1. A method comprising:

predicting a secondary structure of a protein;

superimposing the predicted secondary structure on a set of topomers;

refining the superimposed secondary structure; and

predicting a tertiary structure of a protein

2. The method of claim 1, wherein said predicted secondary structure is a consensus predicted secondary structure.

3. The method of claim 1, further comprising annealing the secondary structure by energy minimization.

4. The method of claim 3, wherein said energy minimization is by a random Monte Carlo method.

5. The method of claim 4, wherein the random Monte Carlo method uses random moves from a log probability table.

6. The method of claim 3, wherein the random Monte Carlo method uses smart moves.

7. The method of claim 1, wherein the secondary structure superimposed on a set of topomers is refined by energy minimization.

8. The method of claim 7, wherein the secondary structure superimposed on a set of topomers is refined using a molecular modeling program.

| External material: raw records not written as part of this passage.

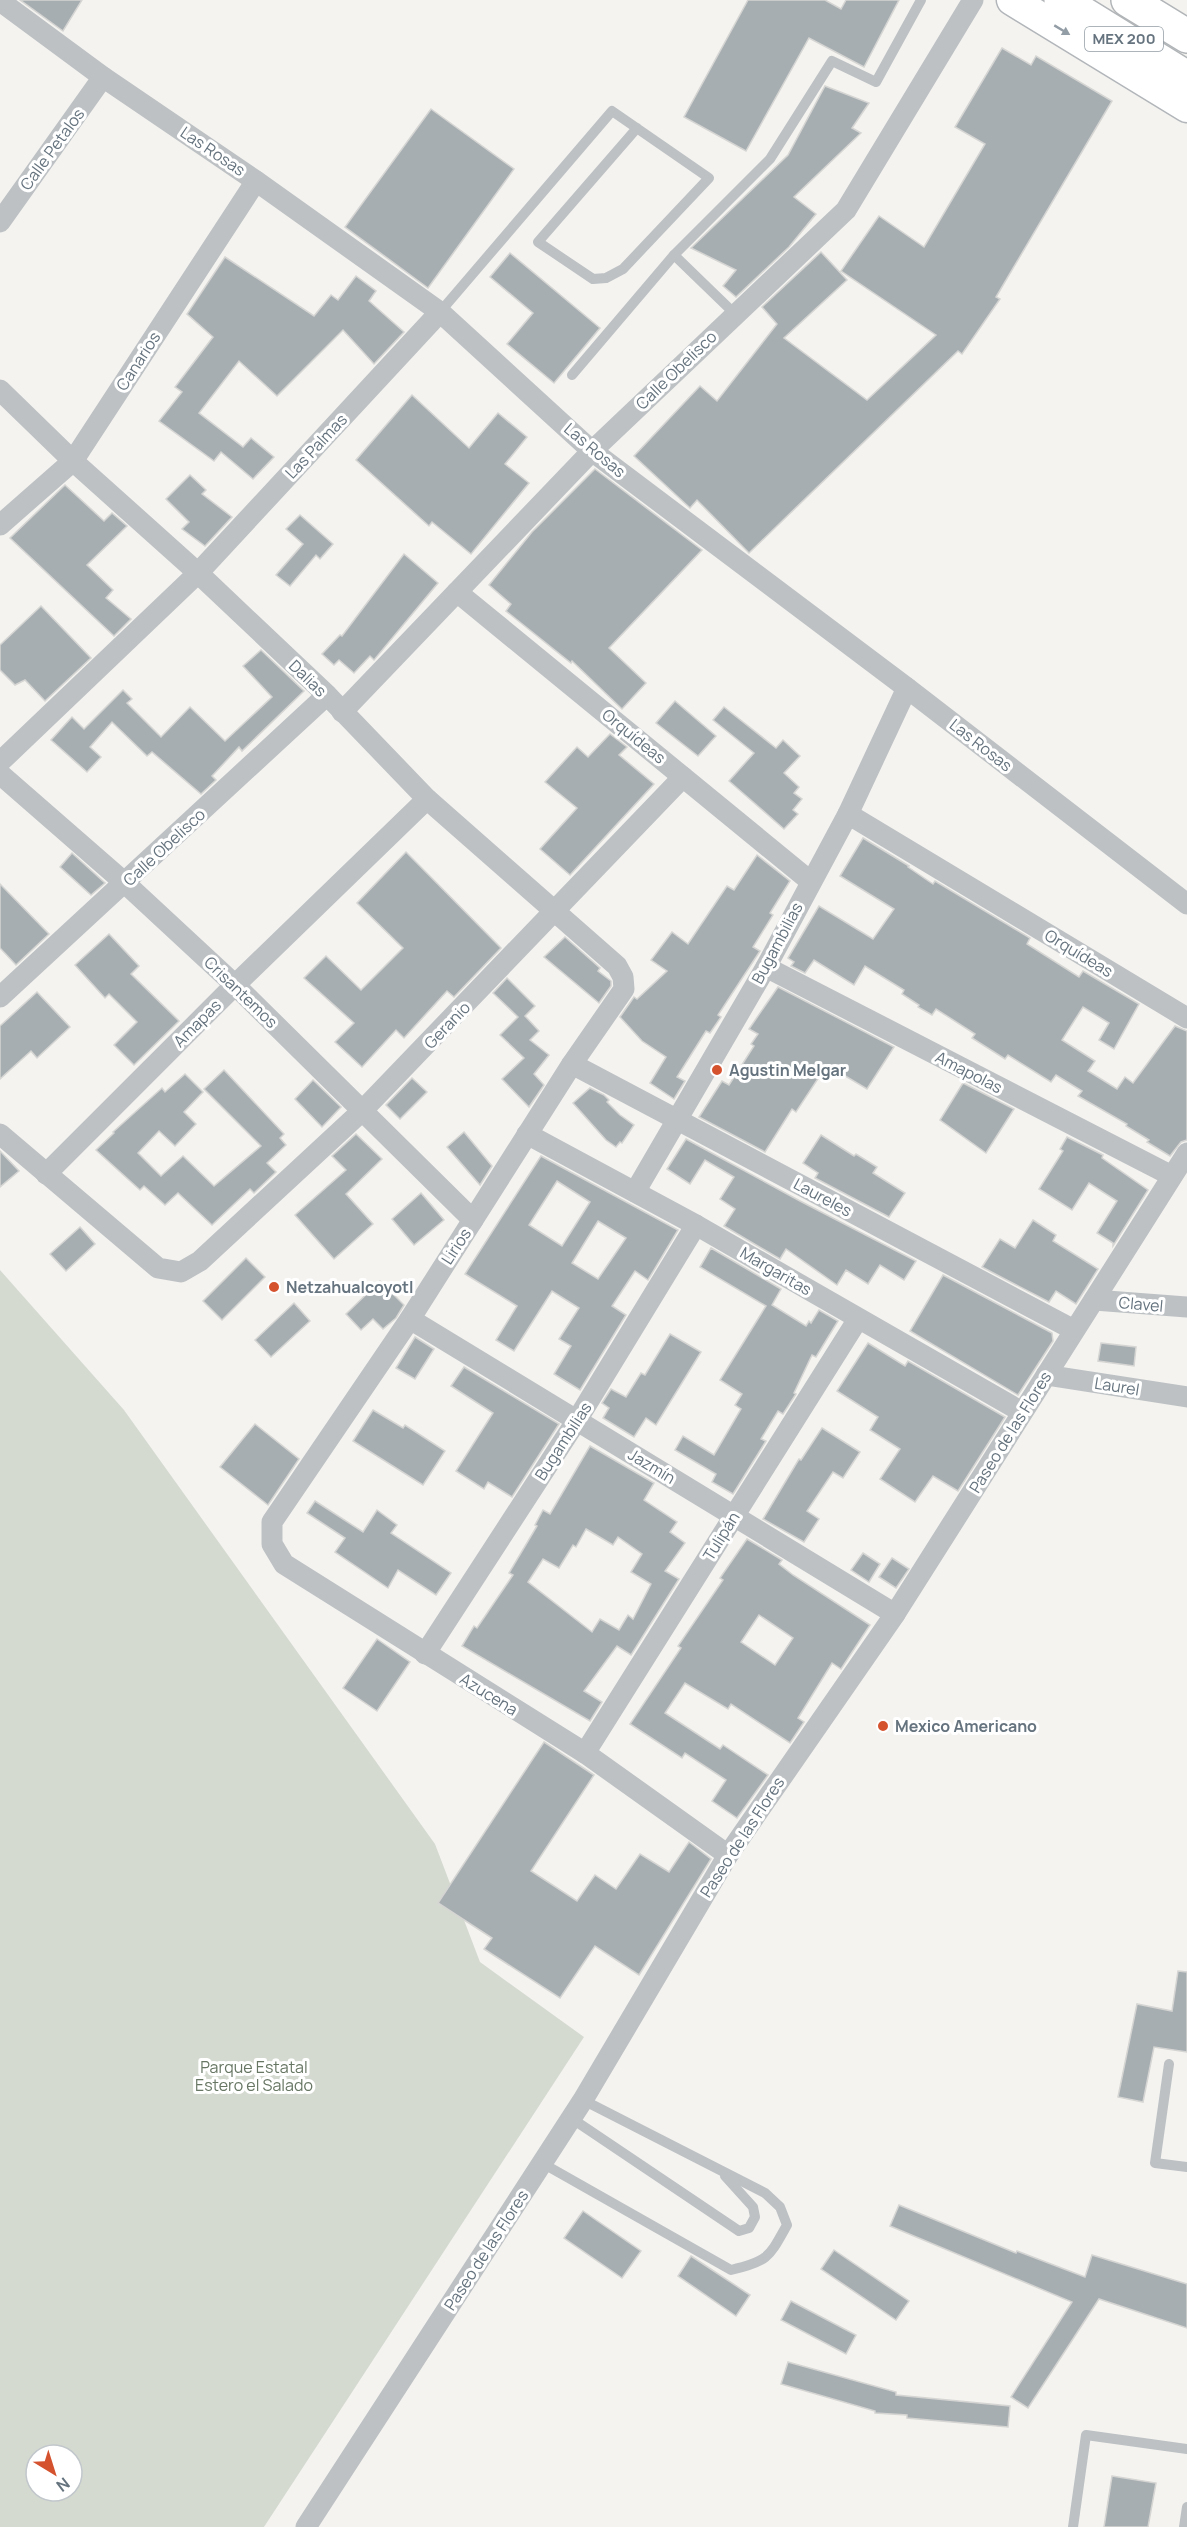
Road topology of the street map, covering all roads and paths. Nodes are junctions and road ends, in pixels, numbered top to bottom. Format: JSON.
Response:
{"nodes":[{"id":1,"x":921,"y":0,"type":"edge"},
{"id":2,"x":973,"y":0,"type":"edge"},
{"id":3,"x":1012,"y":0,"type":"edge"},
{"id":4,"x":1061,"y":0,"type":"edge"},
{"id":5,"x":1128,"y":0,"type":"edge"},
{"id":6,"x":0,"y":1,"type":"edge"},
{"id":7,"x":1187,"y":36,"type":"edge"},
{"id":8,"x":104,"y":77,"type":"junction"},
{"id":9,"x":1187,"y":78,"type":"edge"},
{"id":10,"x":1187,"y":107,"type":"edge"},
{"id":11,"x":637,"y":128,"type":"junction"},
{"id":12,"x":256,"y":181,"type":"junction"},
{"id":13,"x":0,"y":222,"type":"edge"},
{"id":14,"x":674,"y":255,"type":"junction"},
{"id":15,"x":440,"y":312,"type":"junction"},
{"id":16,"x":735,"y":314,"type":"junction"},
{"id":17,"x":572,"y":375,"type":"dead end"},
{"id":18,"x":0,"y":390,"type":"edge"},
{"id":19,"x":592,"y":451,"type":"junction"},
{"id":20,"x":73,"y":461,"type":"junction"},
{"id":21,"x":0,"y":525,"type":"edge"},
{"id":22,"x":198,"y":573,"type":"junction"},
{"id":23,"x":457,"y":592,"type":"junction"},
{"id":24,"x":907,"y":688,"type":"junction"},
{"id":25,"x":327,"y":695,"type":"junction"},
{"id":26,"x":342,"y":712,"type":"junction"},
{"id":27,"x":0,"y":762,"type":"edge"},
{"id":28,"x":0,"y":774,"type":"edge"},
{"id":29,"x":683,"y":777,"type":"junction"},
{"id":30,"x":427,"y":799,"type":"junction"},
{"id":31,"x":848,"y":814,"type":"junction"},
{"id":32,"x":810,"y":881,"type":"junction"},
{"id":33,"x":124,"y":883,"type":"junction"},
{"id":34,"x":1187,"y":904,"type":"edge"},
{"id":35,"x":555,"y":913,"type":"junction"},
{"id":36,"x":617,"y":966,"type":"joint"},
{"id":37,"x":766,"y":967,"type":"junction"},
{"id":38,"x":235,"y":985,"type":"junction"},
{"id":39,"x":0,"y":998,"type":"edge"},
{"id":40,"x":1187,"y":1018,"type":"edge"},
{"id":41,"x":572,"y":1064,"type":"junction"},
{"id":42,"x":362,"y":1112,"type":"junction"},
{"id":43,"x":677,"y":1119,"type":"junction"},
{"id":44,"x":0,"y":1134,"type":"edge"},
{"id":45,"x":527,"y":1134,"type":"junction"},
{"id":46,"x":1187,"y":1153,"type":"edge"},
{"id":47,"x":46,"y":1174,"type":"junction"},
{"id":48,"x":1172,"y":1176,"type":"junction"},
{"id":49,"x":634,"y":1192,"type":"junction"},
{"id":50,"x":474,"y":1220,"type":"junction"},
{"id":51,"x":696,"y":1225,"type":"junction"},
{"id":52,"x":1094,"y":1300,"type":"junction"},
{"id":53,"x":1187,"y":1307,"type":"edge"},
{"id":54,"x":410,"y":1319,"type":"junction"},
{"id":55,"x":858,"y":1319,"type":"junction"},
{"id":56,"x":1074,"y":1330,"type":"junction"},
{"id":57,"x":1046,"y":1375,"type":"junction"},
{"id":58,"x":1187,"y":1397,"type":"edge"},
{"id":59,"x":1022,"y":1412,"type":"junction"},
{"id":60,"x":576,"y":1420,"type":"junction"},
{"id":61,"x":734,"y":1516,"type":"junction"},
{"id":62,"x":272,"y":1522,"type":"joint"},
{"id":63,"x":895,"y":1614,"type":"junction"},
{"id":64,"x":425,"y":1654,"type":"junction"},
{"id":65,"x":585,"y":1753,"type":"junction"},
{"id":66,"x":728,"y":1855,"type":"junction"},
{"id":67,"x":1168,"y":2064,"type":"dead end"},
{"id":68,"x":583,"y":2100,"type":"junction"},
{"id":69,"x":571,"y":2118,"type":"junction"},
{"id":70,"x":542,"y":2163,"type":"junction"},
{"id":71,"x":1187,"y":2167,"type":"edge"},
{"id":72,"x":718,"y":2169,"type":"junction"},
{"id":73,"x":1187,"y":2449,"type":"edge"},
{"id":74,"x":1187,"y":2506,"type":"edge"},
{"id":75,"x":306,"y":2527,"type":"edge"},
{"id":76,"x":1073,"y":2527,"type":"edge"},
{"id":77,"x":1184,"y":2527,"type":"edge"}],
"edges":[{"from":1,"to":14,"type":"lane"},
{"from":2,"to":16,"type":"street","name":"Calle Obelisco"},
{"from":3,"to":10,"type":"main road","one_way":true},
{"from":4,"to":9,"type":"highway","number":"MEX 200"},
{"from":5,"to":7,"type":"highway","number":"MEX 200"},
{"from":6,"to":8,"type":"street","name":"Las Rosas"},
{"from":8,"to":12,"type":"street","name":"Las Rosas"},
{"from":8,"to":13,"type":"street","name":"Calle Petalos"},
{"from":11,"to":11,"type":"lane"},
{"from":11,"to":15,"type":"lane","name":"Las Palmas"},
{"from":12,"to":15,"type":"street","name":"Las Rosas"},
{"from":12,"to":20,"type":"street","name":"Canarios"},
{"from":14,"to":16,"type":"lane"},
{"from":14,"to":17,"type":"lane"},
{"from":15,"to":19,"type":"street","name":"Las Rosas"},
{"from":15,"to":22,"type":"street","name":"Las Palmas"},
{"from":16,"to":19,"type":"street","name":"Calle Obelisco"},
{"from":18,"to":20,"type":"street","name":"Dalias"},
{"from":19,"to":23,"type":"street","name":"Calle Obelisco"},
{"from":19,"to":24,"type":"street","name":"Las Rosas"},
{"from":20,"to":21,"type":"street","name":"Canarios"},
{"from":20,"to":22,"type":"street","name":"Dalias"},
{"from":22,"to":25,"type":"street","name":"Dalias"},
{"from":22,"to":27,"type":"street","name":"Las Palmas"},
{"from":23,"to":26,"type":"street","name":"Calle Obelisco"},
{"from":23,"to":29,"type":"street","name":"Orquídeas"},
{"from":24,"to":31,"type":"street","name":"Bugambilias"},
{"from":24,"to":34,"type":"street","name":"Las Rosas"},
{"from":25,"to":26,"type":"street","name":"Dalias"},
{"from":25,"to":33,"type":"street","name":"Calle Obelisco"},
{"from":26,"to":30,"type":"street","name":"Dalias"},
{"from":28,"to":33,"type":"street","name":"Crisantemos"},
{"from":29,"to":32,"type":"street","name":"Orquídeas"},
{"from":29,"to":35,"type":"street","name":"Geranio"},
{"from":30,"to":35,"type":"street","name":"Dalias"},
{"from":30,"to":38,"type":"street","name":"Amapas"},
{"from":31,"to":32,"type":"street","name":"Bugambilias"},
{"from":31,"to":40,"type":"street","name":"Orquídeas"},
{"from":32,"to":37,"type":"street","name":"Bugambilias"},
{"from":33,"to":38,"type":"street","name":"Crisantemos"},
{"from":33,"to":39,"type":"street","name":"Calle Obelisco"},
{"from":35,"to":36,"type":"street","name":"Dalias"},
{"from":35,"to":42,"type":"street","name":"Geranio"},
{"from":36,"to":41,"type":"street","name":"Lirios"},
{"from":37,"to":43,"type":"street","name":"Bugambilias"},
{"from":37,"to":48,"type":"street","name":"Amapolas"},
{"from":38,"to":42,"type":"street","name":"Crisantemos"},
{"from":38,"to":47,"type":"street","name":"Amapas"},
{"from":41,"to":43,"type":"street","name":"Laureles"},
{"from":41,"to":45,"type":"street","name":"Lirios"},
{"from":42,"to":47,"type":"street","name":"Geranio"},
{"from":42,"to":50,"type":"street","name":"Crisantemos"},
{"from":43,"to":49,"type":"street","name":"Bugambilias"},
{"from":43,"to":56,"type":"street","name":"Laureles"},
{"from":44,"to":47,"type":"street"},
{"from":45,"to":49,"type":"street","name":"Margaritas"},
{"from":45,"to":50,"type":"street","name":"Lirios"},
{"from":46,"to":48,"type":"street","name":"Paseo de las Flores"},
{"from":48,"to":52,"type":"street","name":"Paseo de las Flores"},
{"from":49,"to":51,"type":"street","name":"Margaritas"},
{"from":50,"to":54,"type":"street","name":"Lirios"},
{"from":51,"to":55,"type":"street","name":"Margaritas"},
{"from":51,"to":60,"type":"street","name":"Bugambilias"},
{"from":52,"to":53,"type":"street","name":"Clavel"},
{"from":52,"to":56,"type":"street","name":"Paseo de las Flores"},
{"from":54,"to":60,"type":"street","name":"Jazmín"},
{"from":54,"to":62,"type":"street","name":"Lirios"},
{"from":55,"to":59,"type":"street","name":"Margaritas"},
{"from":55,"to":61,"type":"street","name":"Tulipán"},
{"from":56,"to":57,"type":"street","name":"Paseo de las Flores"},
{"from":57,"to":58,"type":"street","name":"Laurel"},
{"from":57,"to":59,"type":"street","name":"Paseo de las Flores"},
{"from":59,"to":63,"type":"street","name":"Paseo de las Flores"},
{"from":60,"to":61,"type":"street","name":"Jazmín"},
{"from":60,"to":64,"type":"street","name":"Bugambilias"},
{"from":61,"to":63,"type":"street","name":"Jazmín"},
{"from":61,"to":65,"type":"street","name":"Tulipán"},
{"from":62,"to":64,"type":"street","name":"Azucena"},
{"from":63,"to":66,"type":"street","name":"Paseo de las Flores"},
{"from":64,"to":65,"type":"street","name":"Azucena"},
{"from":65,"to":66,"type":"street","name":"Azucena"},
{"from":66,"to":68,"type":"street","name":"Paseo de las Flores"},
{"from":67,"to":71,"type":"lane"},
{"from":68,"to":69,"type":"street","name":"Paseo de las Flores"},
{"from":68,"to":72,"type":"lane"},
{"from":69,"to":70,"type":"street","name":"Paseo de las Flores"},
{"from":69,"to":72,"type":"lane"},
{"from":70,"to":72,"type":"lane"},
{"from":70,"to":75,"type":"street","name":"Paseo de las Flores"},
{"from":73,"to":76,"type":"lane"},
{"from":74,"to":77,"type":"lane"}]}
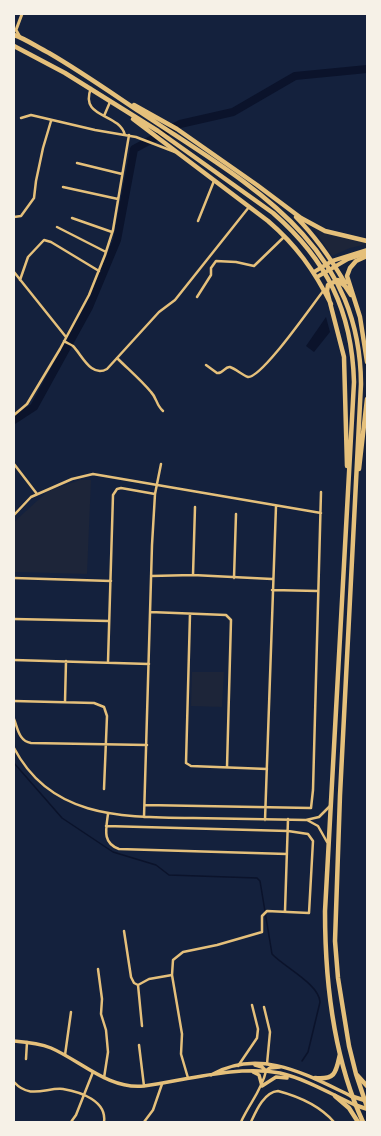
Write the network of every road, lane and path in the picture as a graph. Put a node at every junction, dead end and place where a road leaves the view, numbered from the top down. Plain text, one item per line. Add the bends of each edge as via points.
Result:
1 (22, 14) edge
2 (14, 35) edge
3 (20, 37) junction
4 (14, 46) edge
5 (91, 88) junction
6 (112, 93) junction
7 (110, 102) junction
8 (104, 116) junction
9 (21, 118) dead end
10 (51, 121) junction
11 (127, 135) junction
12 (180, 154) junction
13 (76, 163) dead end
14 (122, 174) junction
15 (214, 180) junction
16 (63, 187) dead end
17 (118, 199) junction
18 (281, 204) junction
19 (249, 207) junction
20 (14, 217) edge
21 (72, 218) dead end
22 (198, 221) dead end
23 (57, 227) dead end
24 (112, 232) junction
25 (285, 236) junction
26 (317, 239) junction
27 (367, 241) edge
28 (296, 247) junction
29 (367, 250) edge
30 (106, 252) junction
31 (367, 255) edge
32 (334, 263) junction
33 (99, 271) junction
34 (14, 272) edge
35 (314, 272) junction
36 (316, 277) junction
37 (20, 280) junction
38 (324, 290) junction
39 (351, 295) junction
40 (197, 297) dead end
41 (331, 304) junction
42 (66, 337) junction
43 (65, 342) junction
44 (117, 358) junction
45 (367, 362) edge
46 (206, 365) dead end
47 (367, 399) edge
48 (163, 411) dead end
49 (14, 415) edge
50 (14, 464) edge
51 (161, 464) dead end
52 (157, 484) junction
53 (321, 492) dead end
54 (37, 494) junction
55 (155, 494) junction
56 (348, 499) junction
57 (354, 500) junction
58 (276, 506) junction
59 (194, 507) dead end
60 (321, 513) junction
61 (14, 514) edge
62 (236, 514) dead end
63 (193, 575) junction
64 (151, 576) junction
65 (14, 578) edge
66 (234, 578) junction
67 (272, 579) junction
68 (111, 581) junction
69 (272, 590) junction
70 (318, 591) junction
71 (150, 612) junction
72 (190, 614) junction
73 (14, 619) edge
74 (109, 621) junction
75 (14, 660) edge
76 (66, 661) junction
77 (108, 662) junction
78 (149, 664) junction
79 (14, 701) edge
80 (65, 702) junction
81 (14, 719) edge
82 (106, 744) junction
83 (147, 745) junction
84 (14, 748) edge
85 (227, 767) junction
86 (267, 768) junction
87 (104, 789) dead end
88 (331, 804) junction
89 (145, 805) junction
90 (265, 808) junction
91 (108, 814) junction
92 (144, 818) junction
93 (288, 819) junction
94 (265, 820) junction
95 (306, 820) junction
96 (106, 826) junction
97 (288, 831) junction
98 (328, 844) junction
99 (287, 854) junction
100 (285, 911) junction
101 (124, 931) dead end
102 (98, 969) dead end
103 (172, 975) junction
104 (138, 985) junction
105 (252, 1005) dead end
106 (264, 1007) dead end
107 (71, 1012) dead end
108 (142, 1026) dead end
109 (14, 1041) edge
110 (27, 1042) junction
111 (139, 1045) dead end
112 (340, 1052) junction
113 (65, 1055) junction
114 (26, 1059) dead end
115 (249, 1064) junction
116 (267, 1064) junction
117 (238, 1066) junction
118 (287, 1067) junction
119 (252, 1071) junction
120 (266, 1071) junction
121 (93, 1072) junction
122 (356, 1074) junction
123 (210, 1075) junction
124 (104, 1078) junction
125 (296, 1078) junction
126 (315, 1078) junction
127 (188, 1080) junction
128 (14, 1082) edge
129 (162, 1084) junction
130 (144, 1086) junction
131 (262, 1086) junction
132 (367, 1086) edge
133 (83, 1095) junction
134 (335, 1096) junction
135 (352, 1096) junction
136 (366, 1101) edge
137 (355, 1105) junction
138 (367, 1108) edge
139 (71, 1122) edge
140 (104, 1122) edge
141 (144, 1122) edge
142 (242, 1122) edge
143 (251, 1122) edge
144 (334, 1122) edge
145 (358, 1122) edge
146 (364, 1122) edge

1 - 3 street via 16,30
2 - 3 highway
3 - 6 highway
4 - 5 highway
5 - 7 highway
5 - 8 street via 89,104
6 - 18 highway via 177,129
6 - 57 highway via 217,163 278,208 319,252 337,282 352,316 361,360
7 - 8 street
7 - 12 highway
7 - 56 highway via 165,136 273,213 312,254 331,284 339,300 350,338 354,382
8 - 11 street via 120,125
9 - 10 street via 31,115
10 - 11 street
10 - 20 street via 38,168 34,198 21,216
11 - 12 street
11 - 14 street
12 - 15 highway
13 - 14 street
14 - 17 street
15 - 19 highway
15 - 22 street
16 - 17 street
17 - 24 street
18 - 26 highway
18 - 27 highway via 325,231
19 - 25 highway
19 - 44 street via 175,300 159,312
21 - 24 street
23 - 30 street
24 - 30 street
25 - 28 highway
25 - 40 street via 259,264 254,266 216,261
26 - 28 highway via 319,250 312,257 305,255
26 - 32 highway
28 - 35 highway
29 - 32 main road
30 - 33 street
31 - 32 main road
31 - 39 highway via 356,261 348,272 347,280
32 - 35 main road
32 - 36 main road
32 - 39 highway
33 - 37 street via 44,240 28,256
33 - 42 street
34 - 37 street
35 - 36 highway
36 - 38 highway
37 - 42 street
38 - 41 highway
38 - 46 street via 269,361 254,376 248,377 230,367 216,374
39 - 41 highway via 342,282 334,281 328,288
39 - 45 highway via 364,334
41 - 56 highway via 344,357
42 - 43 street
43 - 44 street via 97,370 107,369
43 - 49 street via 27,404
44 - 48 street via 151,391
47 - 57 highway
50 - 54 street
51 - 52 street
52 - 54 street via 93,474 72,479
52 - 55 street
52 - 58 street
53 - 60 street
54 - 61 street
55 - 64 street
55 - 68 street via 121,488 114,492
56 - 88 highway
57 - 122 highway via 335,941 338,978
58 - 60 street
58 - 67 street
59 - 63 street
60 - 70 street
62 - 66 street
63 - 64 street
63 - 66 street
64 - 71 street
65 - 68 street
66 - 67 street
67 - 69 street
68 - 74 street
69 - 70 street
69 - 86 street
70 - 90 street via 312,804 311,808 307,809
71 - 72 street
71 - 78 street
72 - 85 street via 226,615 231,620
72 - 85 street via 186,763 191,766
73 - 74 street
74 - 77 street
75 - 76 street
76 - 77 street
76 - 80 street
77 - 78 street
78 - 83 street
79 - 80 street
80 - 82 street via 94,703 104,707 107,716
81 - 82 street via 20,736 27,742
82 - 83 street
82 - 87 street
83 - 89 street
84 - 91 street via 32,773 56,794 82,808
85 - 86 street
86 - 90 street
88 - 95 street via 319,817
88 - 98 highway
89 - 90 street
89 - 92 street
90 - 94 street
91 - 92 street
91 - 96 street
92 - 94 street
93 - 94 street
93 - 95 street
93 - 97 street
95 - 98 street via 318,826
96 - 97 street
96 - 99 street via 109,842 124,850
97 - 99 street
97 - 100 street via 308,834 313,842 309,913
98 - 112 highway via 325,947 332,1012
99 - 100 street
100 - 103 street via 266,912 262,918 262,932 183,952 174,960
101 - 104 street via 131,977
102 - 124 street via 102,999 100,1014 106,1030 108,1052
103 - 104 street via 149,979
103 - 127 street via 182,1034 181,1054
104 - 108 street
105 - 117 street via 258,1028 257,1038
106 - 116 street via 270,1032
107 - 113 street
109 - 110 main road
110 - 113 main road via 42,1045
110 - 114 street
111 - 130 street
112 - 126 highway via 335,1073 324,1079
112 - 135 highway
113 - 121 main road
115 - 116 main road
115 - 117 main road
115 - 120 main road via 262,1067
116 - 118 main road
117 - 123 main road
118 - 120 main road via 270,1068
118 - 126 main road
119 - 120 main road
119 - 123 main road
119 - 131 main road via 259,1075
120 - 125 main road
120 - 131 street
121 - 124 main road
121 - 133 street
122 - 132 highway
122 - 136 highway
123 - 127 main road
124 - 130 main road via 122,1086
125 - 131 main road via 276,1077
125 - 134 main road
126 - 135 main road
127 - 129 main road
128 - 133 street via 22,1088 39,1092 62,1089
129 - 130 main road
129 - 141 street via 152,1110
131 - 142 street via 246,1110
133 - 139 street via 76,1116
133 - 140 street via 98,1103 105,1114
134 - 137 main road
134 - 145 highway via 349,1108
135 - 136 main road
135 - 137 highway
136 - 138 highway
137 - 138 main road
137 - 146 highway
143 - 144 street via 266,1096 278,1091 316,1107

9. The method of claim 8, wherein the molecular modeling program is X-PLOR.

10. The method of claim 1, wherein the protein secondary structure is predicted by at least one technique selected from the group consisting of Chou-Fasmand and GOR (Garnier, Osguthorbe and Robson).

11. The method of claim 1, wherein the protein secondary structure is predicted by at least one program selected from the group consisting of PSI-pred, JPRED, Prof, PREDATOR, PHD, ZPRED, nnPredict, BMERC, PSA Server, SSP and PROFsec.

12. The method of claim 1, wherein the set of topomers is derived using Continuous Configuration Boltzman Biased Direct Monte Carlo Method.

13. The method of claim 1, wherein the superimposed secondary structure is refined by a program selected from the group consisting of AMBER, CHARMM, X-PLOR and INSIGHTII.